◆ Record excerpts

——————————

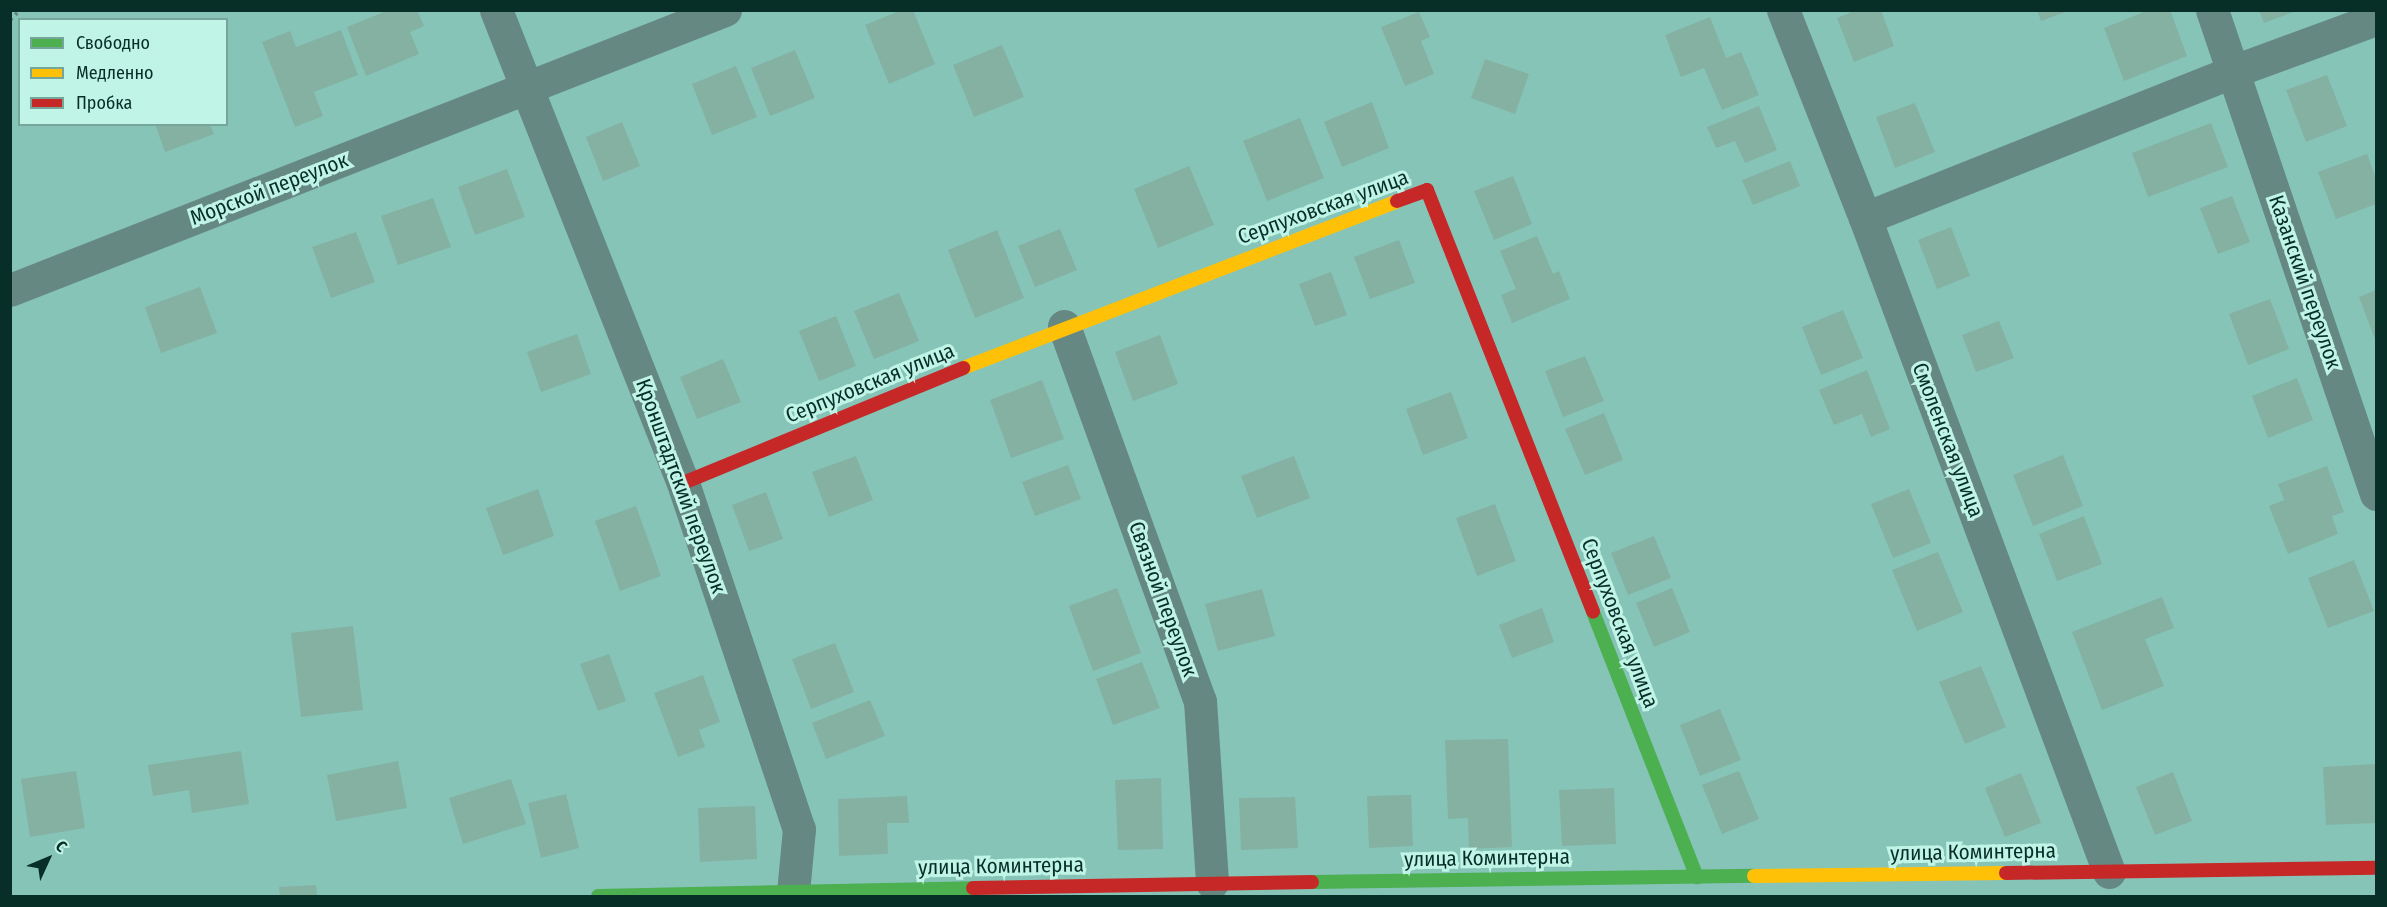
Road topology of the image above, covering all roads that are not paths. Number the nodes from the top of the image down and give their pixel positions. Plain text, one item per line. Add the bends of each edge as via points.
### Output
1 (496, 10) edge
2 (725, 10) edge
3 (1783, 10) edge
4 (2211, 10) edge
5 (2376, 20) edge
6 (2234, 71) junction
7 (528, 88) junction
8 (1865, 218) junction
9 (10, 290) edge
10 (1064, 326) junction
11 (683, 483) junction
12 (2376, 494) edge
13 (2376, 868) edge
14 (2109, 872) junction
15 (1697, 877) junction
16 (1212, 882) junction
17 (793, 892) junction
18 (598, 897) edge

1 - 7 street
2 - 7 street, Морской переулок
3 - 8 street, Смоленская улица
4 - 6 street, Казанский переулок
5 - 6 street
6 - 8 street
6 - 12 street, Казанский переулок
7 - 9 street, Морской переулок
7 - 11 street, Кронштадтский переулок
8 - 14 street, Смоленская улица
10 - 11 street, Серпуховская улица
10 - 15 street, Серпуховская улица via 1427,190
10 - 16 street, Связной переулок via 1200,701
11 - 17 street, Кронштадтский переулок via 799,829
13 - 14 street, улица Коминтерна
14 - 15 street, улица Коминтерна
15 - 16 street, улица Коминтерна
16 - 17 street, улица Коминтерна
17 - 18 street, улица Коминтерна

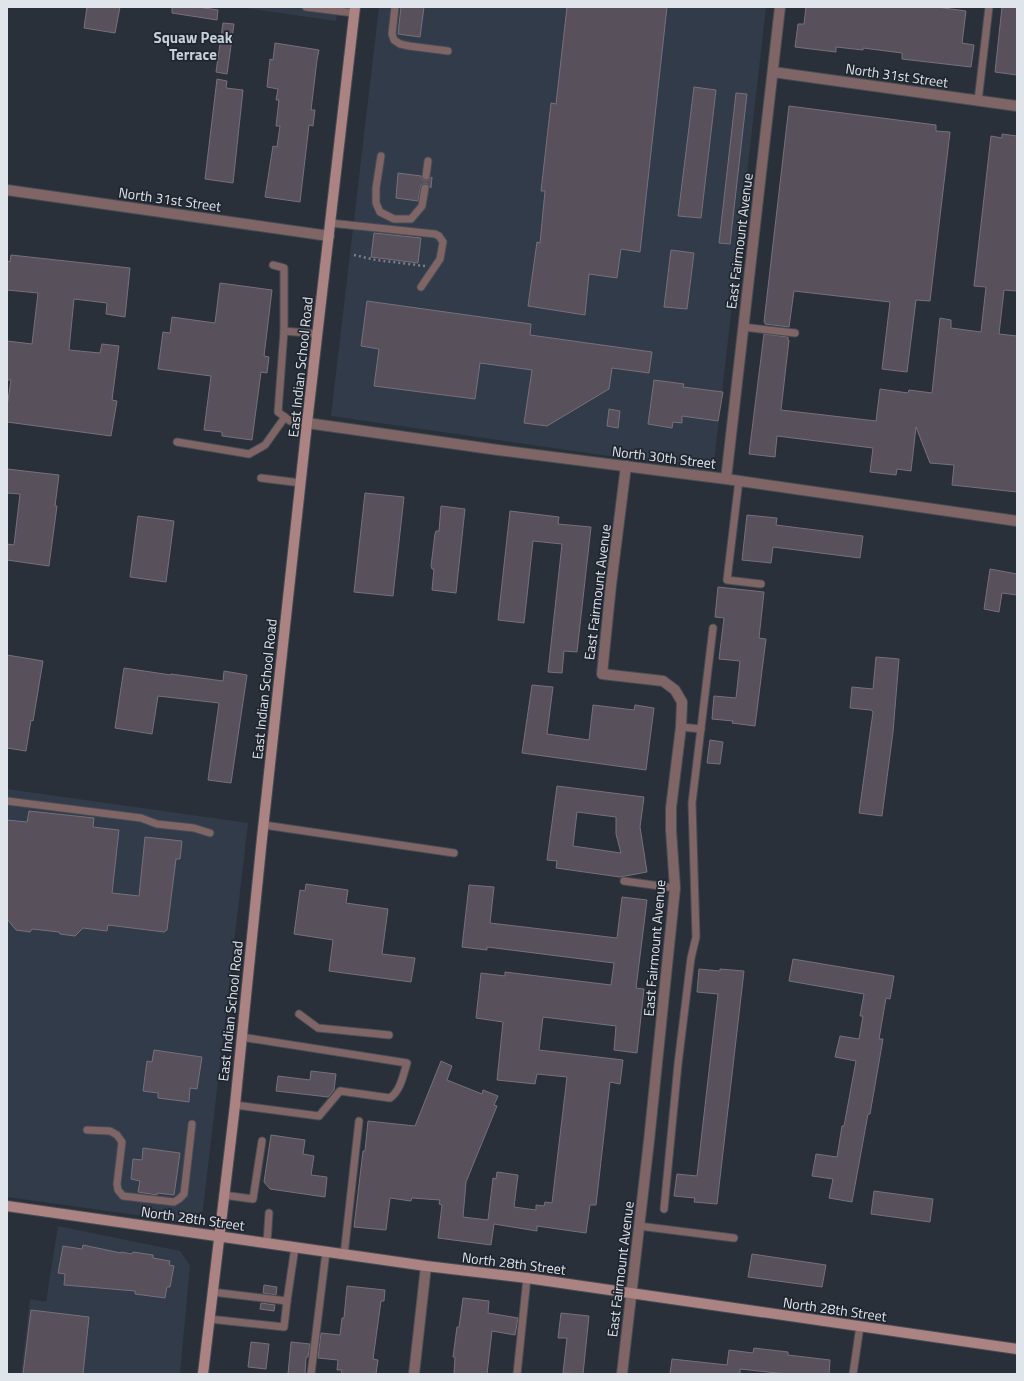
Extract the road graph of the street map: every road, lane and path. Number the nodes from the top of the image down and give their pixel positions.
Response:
1 (306, 7) edge
2 (395, 7) edge
3 (780, 7) edge
4 (989, 7) edge
5 (354, 10) edge
6 (448, 51) dead end
7 (773, 72) junction
8 (978, 101) junction
9 (1017, 106) edge
10 (381, 156) dead end
11 (428, 161) dead end
12 (426, 176) dead end
13 (425, 188) dead end
14 (7, 190) edge
15 (330, 222) junction
16 (329, 236) junction
17 (354, 255) dead end
18 (273, 265) dead end
19 (426, 266) dead end
20 (422, 287) dead end
21 (743, 327) junction
22 (284, 331) junction
23 (795, 333) dead end
24 (318, 334) junction
25 (285, 417) junction
26 (307, 423) junction
27 (177, 442) dead end
28 (626, 466) junction
29 (261, 478) dead end
30 (726, 479) junction
31 (739, 480) junction
32 (301, 483) junction
33 (1017, 521) edge
34 (761, 584) dead end
35 (713, 628) dead end
36 (681, 727) junction
37 (701, 729) junction
38 (7, 801) edge
39 (264, 825) junction
40 (210, 833) dead end
41 (454, 853) dead end
42 (624, 881) dead end
43 (675, 888) junction
44 (299, 1014) dead end
45 (389, 1036) dead end
46 (241, 1037) junction
47 (234, 1104) junction
48 (359, 1121) dead end
49 (192, 1124) dead end
50 (87, 1130) dead end
51 (262, 1141) dead end
52 (223, 1195) junction
53 (7, 1206) edge
54 (664, 1209) dead end
55 (270, 1213) dead end
56 (639, 1226) junction
57 (219, 1236) junction
58 (734, 1238) dead end
59 (267, 1243) junction
60 (295, 1247) junction
61 (326, 1252) junction
62 (344, 1254) junction
63 (426, 1266) junction
64 (527, 1278) junction
65 (212, 1292) junction
66 (631, 1294) junction
67 (287, 1301) junction
68 (209, 1319) junction
69 (860, 1326) junction
70 (1017, 1349) edge
71 (202, 1374) edge
72 (311, 1374) edge
73 (414, 1374) edge
74 (517, 1374) edge
75 (622, 1374) edge
76 (853, 1374) edge

1 - 5 lane
2 - 6 lane
3 - 7 street, East Fairmount Avenue
4 - 8 lane
5 - 15 main road, East Indian School Road
7 - 8 street, North 31st Street
7 - 21 street, East Fairmount Avenue
8 - 9 street, North 31st Street
10 - 13 lane
11 - 12 lane
14 - 16 street, North 31st Street
15 - 16 main road, East Indian School Road
15 - 20 lane
16 - 24 main road, East Indian School Road
17 - 19 path
18 - 22 lane
21 - 23 lane
21 - 30 street, East Fairmount Avenue
22 - 24 lane
22 - 25 lane
24 - 26 main road, East Indian School Road
25 - 26 lane
25 - 27 lane
26 - 28 street, North 30th Street
26 - 32 main road, East Indian School Road
28 - 30 street, North 30th Street
28 - 36 street, East Fairmount Avenue
29 - 32 lane
30 - 31 street, North 30th Street
31 - 33 street, North 30th Street
31 - 34 lane
32 - 39 main road, East Indian School Road
35 - 37 lane
36 - 37 lane
36 - 43 street, East Fairmount Avenue
37 - 54 lane
38 - 40 lane
39 - 41 lane
39 - 46 main road, East Indian School Road
42 - 43 lane
43 - 56 street, East Fairmount Avenue
44 - 45 lane
46 - 47 main road, East Indian School Road
46 - 47 lane
47 - 52 main road, East Indian School Road
48 - 62 lane
49 - 50 lane
51 - 52 lane
52 - 57 main road, East Indian School Road
53 - 57 main road, North 28th Street
55 - 59 lane
56 - 58 lane
56 - 66 street, East Fairmount Avenue
57 - 59 main road, North 28th Street
57 - 65 main road, East Indian School Road
59 - 60 main road, North 28th Street
60 - 61 main road, North 28th Street
60 - 67 lane
61 - 62 main road, North 28th Street
61 - 72 lane
62 - 63 main road, North 28th Street
63 - 64 main road, North 28th Street
63 - 73 street
64 - 66 main road, North 28th Street
64 - 74 lane
65 - 67 lane
65 - 68 main road, East Indian School Road
66 - 69 main road, North 28th Street
66 - 75 street, East Fairmount Avenue
67 - 68 lane
68 - 71 main road, East Indian School Road
69 - 70 main road, North 28th Street
69 - 76 lane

——————————

Should there be pictures in the data, leave them out and return the rest exactly.

Road topology of the image above, covering all roads that are not paths. Number the nodes from the top of the image down and give their pixel positions. Plain text, one item per line. Add the bends of each edge as via points.
### Output
1 (496, 10) edge
2 (725, 10) edge
3 (1783, 10) edge
4 (2211, 10) edge
5 (2376, 20) edge
6 (2234, 71) junction
7 (528, 88) junction
8 (1865, 218) junction
9 (10, 290) edge
10 (1064, 326) junction
11 (683, 483) junction
12 (2376, 494) edge
13 (2376, 868) edge
14 (2109, 872) junction
15 (1697, 877) junction
16 (1212, 882) junction
17 (793, 892) junction
18 (598, 897) edge

1 - 7 street
2 - 7 street, Морской переулок
3 - 8 street, Смоленская улица
4 - 6 street, Казанский переулок
5 - 6 street
6 - 8 street
6 - 12 street, Казанский переулок
7 - 9 street, Морской переулок
7 - 11 street, Кронштадтский переулок
8 - 14 street, Смоленская улица
10 - 11 street, Серпуховская улица
10 - 15 street, Серпуховская улица via 1427,190
10 - 16 street, Связной переулок via 1200,701
11 - 17 street, Кронштадтский переулок via 799,829
13 - 14 street, улица Коминтерна
14 - 15 street, улица Коминтерна
15 - 16 street, улица Коминтерна
16 - 17 street, улица Коминтерна
17 - 18 street, улица Коминтерна

Extract the road graph of the street map: every road, lane and path. Number the nodes from the top of the image down and give their pixel positions.
Response:
1 (306, 7) edge
2 (395, 7) edge
3 (780, 7) edge
4 (989, 7) edge
5 (354, 10) edge
6 (448, 51) dead end
7 (773, 72) junction
8 (978, 101) junction
9 (1017, 106) edge
10 (381, 156) dead end
11 (428, 161) dead end
12 (426, 176) dead end
13 (425, 188) dead end
14 (7, 190) edge
15 (330, 222) junction
16 (329, 236) junction
17 (354, 255) dead end
18 (273, 265) dead end
19 (426, 266) dead end
20 (422, 287) dead end
21 (743, 327) junction
22 (284, 331) junction
23 (795, 333) dead end
24 (318, 334) junction
25 (285, 417) junction
26 (307, 423) junction
27 (177, 442) dead end
28 (626, 466) junction
29 (261, 478) dead end
30 (726, 479) junction
31 (739, 480) junction
32 (301, 483) junction
33 (1017, 521) edge
34 (761, 584) dead end
35 (713, 628) dead end
36 (681, 727) junction
37 (701, 729) junction
38 (7, 801) edge
39 (264, 825) junction
40 (210, 833) dead end
41 (454, 853) dead end
42 (624, 881) dead end
43 (675, 888) junction
44 (299, 1014) dead end
45 (389, 1036) dead end
46 (241, 1037) junction
47 (234, 1104) junction
48 (359, 1121) dead end
49 (192, 1124) dead end
50 (87, 1130) dead end
51 (262, 1141) dead end
52 (223, 1195) junction
53 (7, 1206) edge
54 (664, 1209) dead end
55 (270, 1213) dead end
56 (639, 1226) junction
57 (219, 1236) junction
58 (734, 1238) dead end
59 (267, 1243) junction
60 (295, 1247) junction
61 (326, 1252) junction
62 (344, 1254) junction
63 (426, 1266) junction
64 (527, 1278) junction
65 (212, 1292) junction
66 (631, 1294) junction
67 (287, 1301) junction
68 (209, 1319) junction
69 (860, 1326) junction
70 (1017, 1349) edge
71 (202, 1374) edge
72 (311, 1374) edge
73 (414, 1374) edge
74 (517, 1374) edge
75 (622, 1374) edge
76 (853, 1374) edge

1 - 5 lane
2 - 6 lane
3 - 7 street, East Fairmount Avenue
4 - 8 lane
5 - 15 main road, East Indian School Road
7 - 8 street, North 31st Street
7 - 21 street, East Fairmount Avenue
8 - 9 street, North 31st Street
10 - 13 lane
11 - 12 lane
14 - 16 street, North 31st Street
15 - 16 main road, East Indian School Road
15 - 20 lane
16 - 24 main road, East Indian School Road
17 - 19 path
18 - 22 lane
21 - 23 lane
21 - 30 street, East Fairmount Avenue
22 - 24 lane
22 - 25 lane
24 - 26 main road, East Indian School Road
25 - 26 lane
25 - 27 lane
26 - 28 street, North 30th Street
26 - 32 main road, East Indian School Road
28 - 30 street, North 30th Street
28 - 36 street, East Fairmount Avenue
29 - 32 lane
30 - 31 street, North 30th Street
31 - 33 street, North 30th Street
31 - 34 lane
32 - 39 main road, East Indian School Road
35 - 37 lane
36 - 37 lane
36 - 43 street, East Fairmount Avenue
37 - 54 lane
38 - 40 lane
39 - 41 lane
39 - 46 main road, East Indian School Road
42 - 43 lane
43 - 56 street, East Fairmount Avenue
44 - 45 lane
46 - 47 main road, East Indian School Road
46 - 47 lane
47 - 52 main road, East Indian School Road
48 - 62 lane
49 - 50 lane
51 - 52 lane
52 - 57 main road, East Indian School Road
53 - 57 main road, North 28th Street
55 - 59 lane
56 - 58 lane
56 - 66 street, East Fairmount Avenue
57 - 59 main road, North 28th Street
57 - 65 main road, East Indian School Road
59 - 60 main road, North 28th Street
60 - 61 main road, North 28th Street
60 - 67 lane
61 - 62 main road, North 28th Street
61 - 72 lane
62 - 63 main road, North 28th Street
63 - 64 main road, North 28th Street
63 - 73 street
64 - 66 main road, North 28th Street
64 - 74 lane
65 - 67 lane
65 - 68 main road, East Indian School Road
66 - 69 main road, North 28th Street
66 - 75 street, East Fairmount Avenue
67 - 68 lane
68 - 71 main road, East Indian School Road
69 - 70 main road, North 28th Street
69 - 76 lane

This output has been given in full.